Picking up sports when you’re out of shape is uncomfortable. You really don’t want to be the old guy with the beer belly in the gym. You don’t want to be coached by some ripped 25-year old. So you decide to stay home and promise yourself you’ll mind your diet a bit. Meanwhile, your health deteriorates.
There is something vulnerable about accepting help. And even more so in a professional environment.
Career people tend to take a lot of pride in their expertise. We’ve worked hard to reach a certain level in our career and what we do is often deeply ingrained in our personality. What we do is a big part of who we are. That’s what we’ve been taught.
So if being an expert is a big part of our self, asking for outside expertise feels like a weakness. It’s a shortcoming. It’s admitting that we can’t do it on our own. It’s the opposite of what we think an expert does.

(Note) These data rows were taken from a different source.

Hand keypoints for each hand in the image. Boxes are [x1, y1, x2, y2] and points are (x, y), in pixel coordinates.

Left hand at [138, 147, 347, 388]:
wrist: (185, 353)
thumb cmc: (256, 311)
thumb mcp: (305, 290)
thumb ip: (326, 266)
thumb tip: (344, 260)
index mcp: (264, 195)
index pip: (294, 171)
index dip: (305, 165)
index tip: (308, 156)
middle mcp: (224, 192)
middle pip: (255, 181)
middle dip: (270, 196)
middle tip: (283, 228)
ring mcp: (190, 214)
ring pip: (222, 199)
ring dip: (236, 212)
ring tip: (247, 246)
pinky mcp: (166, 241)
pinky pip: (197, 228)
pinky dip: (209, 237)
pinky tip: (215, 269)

Yet it shouldn’t feel that way. The more you know, the more you know what you don’t know. As your body of knowledge grows, so do its edges.
There is this harmful myth that getting help is weak. Kim hired a consultant to get her project back on track. She must be a weak manager if she needs an outsider. Hugh Jackman needed a fitness coach to get into Wolverine shape. Bill Gates was mentored by Warren Buffet. What a bunch of losers.
Great leaders are not the ones who know everything. Steve Jobs did not understand electronics, yet he brought us the IPad. A leader brings in expertise by setting up a great team around them. That’s how they grow and that’s how we remember them.
When your body is out of shape, you have the choice. Do you want to be a whining couch potato who watches sports? Or do you decide to address the problem by acknowledging it and bringing in the right expertise?
When your project is out of shape you have the exact same choice. Do you want to be a meeting potato or do you want to get shit done?
What’s keeping you?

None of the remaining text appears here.